**Goal of the exercise**
The response consists of the lines from the start of the material below through the line holding "Digitize the connectivity", repeated word for word and without pictures.

**Data for this exercise**
◆ ◆ ◆ ◆

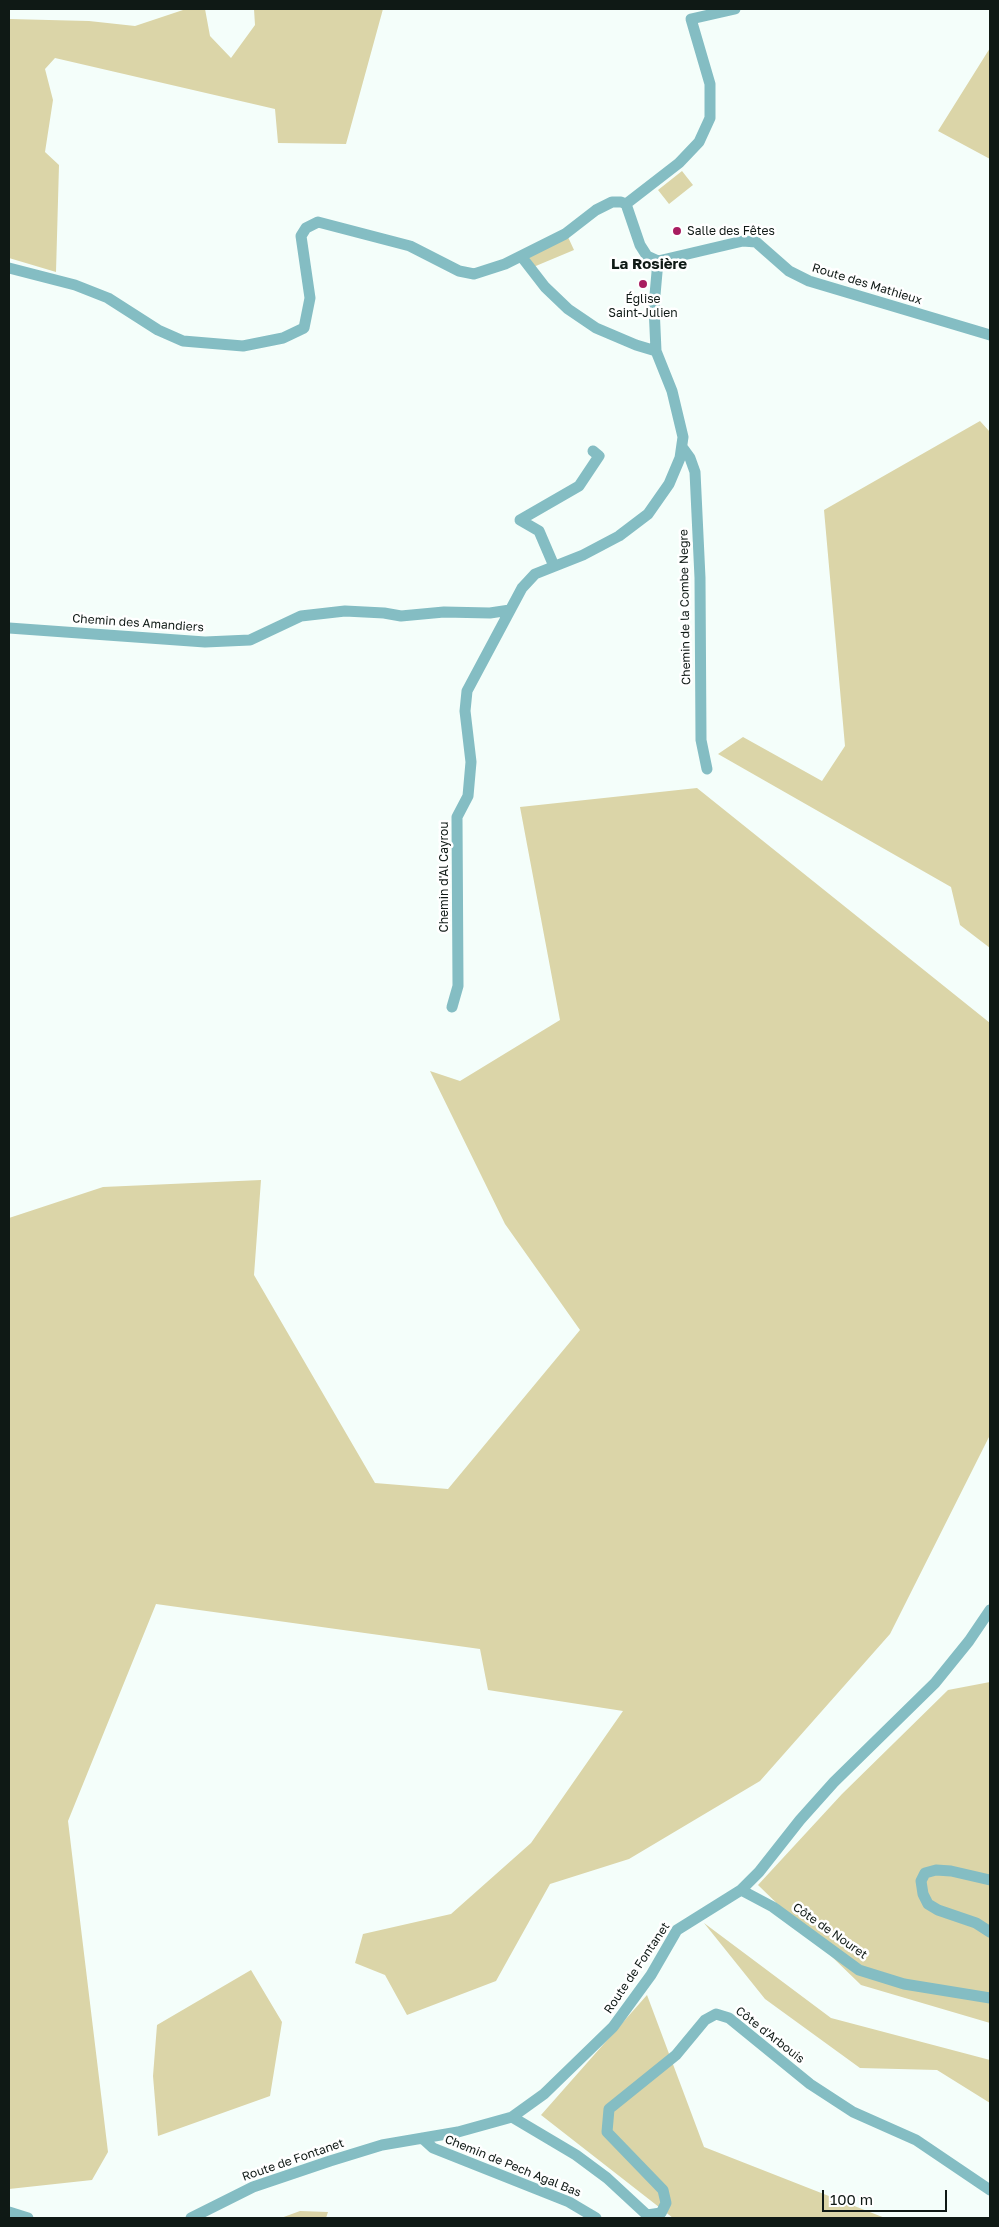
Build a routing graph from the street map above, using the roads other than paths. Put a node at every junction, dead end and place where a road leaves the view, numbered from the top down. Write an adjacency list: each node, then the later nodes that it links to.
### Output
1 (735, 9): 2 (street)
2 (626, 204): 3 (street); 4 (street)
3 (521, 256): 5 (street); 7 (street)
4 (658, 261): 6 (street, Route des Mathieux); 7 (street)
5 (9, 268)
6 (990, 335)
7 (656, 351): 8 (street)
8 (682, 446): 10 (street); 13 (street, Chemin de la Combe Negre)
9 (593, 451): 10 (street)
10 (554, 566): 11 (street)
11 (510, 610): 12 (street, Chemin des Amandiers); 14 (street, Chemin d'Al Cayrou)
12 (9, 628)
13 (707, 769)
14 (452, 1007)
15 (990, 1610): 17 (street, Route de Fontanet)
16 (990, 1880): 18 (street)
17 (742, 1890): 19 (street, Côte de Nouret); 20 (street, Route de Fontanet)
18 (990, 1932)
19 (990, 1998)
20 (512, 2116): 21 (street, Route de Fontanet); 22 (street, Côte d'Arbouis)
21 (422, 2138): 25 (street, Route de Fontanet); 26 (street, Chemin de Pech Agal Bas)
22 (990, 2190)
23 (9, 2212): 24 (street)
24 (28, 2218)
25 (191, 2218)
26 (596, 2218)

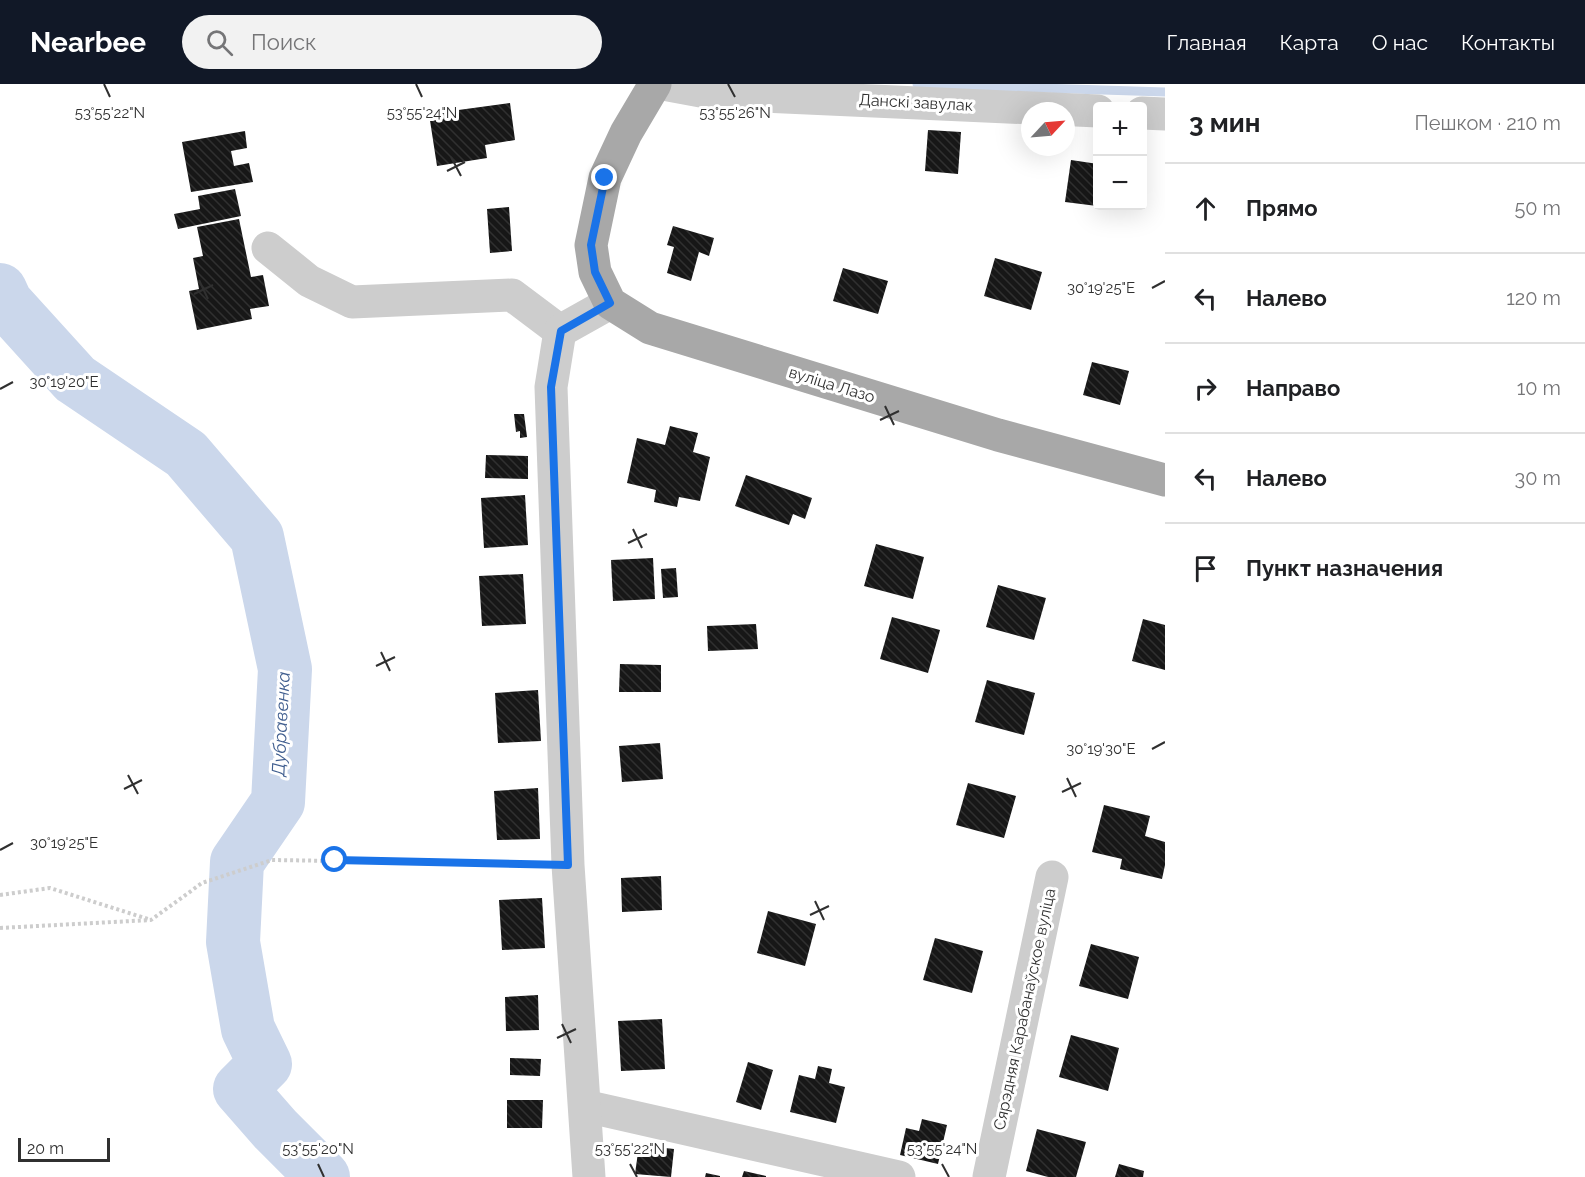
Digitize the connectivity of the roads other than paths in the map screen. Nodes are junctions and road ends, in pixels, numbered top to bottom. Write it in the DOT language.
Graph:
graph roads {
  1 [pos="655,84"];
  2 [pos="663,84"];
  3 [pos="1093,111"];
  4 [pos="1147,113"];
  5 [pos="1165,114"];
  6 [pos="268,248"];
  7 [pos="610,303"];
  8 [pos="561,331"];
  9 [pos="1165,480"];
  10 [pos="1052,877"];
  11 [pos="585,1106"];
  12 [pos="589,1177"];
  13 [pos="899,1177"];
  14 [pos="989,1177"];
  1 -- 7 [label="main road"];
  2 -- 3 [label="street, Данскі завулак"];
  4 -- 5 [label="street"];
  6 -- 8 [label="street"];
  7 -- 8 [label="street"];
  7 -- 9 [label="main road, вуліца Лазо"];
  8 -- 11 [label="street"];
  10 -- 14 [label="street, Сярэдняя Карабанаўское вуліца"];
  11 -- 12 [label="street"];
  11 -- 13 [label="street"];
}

◆ ◆ ◆ ◆

**Task output**
Build a routing graph from the street map above, using the roads other than paths. Put a node at every junction, dead end and place where a road leaves the view, numbered from the top down. Write an adjacency list: each node, then the later nodes that it links to.
### Output
1 (735, 9): 2 (street)
2 (626, 204): 3 (street); 4 (street)
3 (521, 256): 5 (street); 7 (street)
4 (658, 261): 6 (street, Route des Mathieux); 7 (street)
5 (9, 268)
6 (990, 335)
7 (656, 351): 8 (street)
8 (682, 446): 10 (street); 13 (street, Chemin de la Combe Negre)
9 (593, 451): 10 (street)
10 (554, 566): 11 (street)
11 (510, 610): 12 (street, Chemin des Amandiers); 14 (street, Chemin d'Al Cayrou)
12 (9, 628)
13 (707, 769)
14 (452, 1007)
15 (990, 1610): 17 (street, Route de Fontanet)
16 (990, 1880): 18 (street)
17 (742, 1890): 19 (street, Côte de Nouret); 20 (street, Route de Fontanet)
18 (990, 1932)
19 (990, 1998)
20 (512, 2116): 21 (street, Route de Fontanet); 22 (street, Côte d'Arbouis)
21 (422, 2138): 25 (street, Route de Fontanet); 26 (street, Chemin de Pech Agal Bas)
22 (990, 2190)
23 (9, 2212): 24 (street)
24 (28, 2218)
25 (191, 2218)
26 (596, 2218)

Digitize the connectivity of the roads other than paths in the map screen. Nodes are junctions and road ends, in pixels, numbered top to bottom. Write it in the DOT language.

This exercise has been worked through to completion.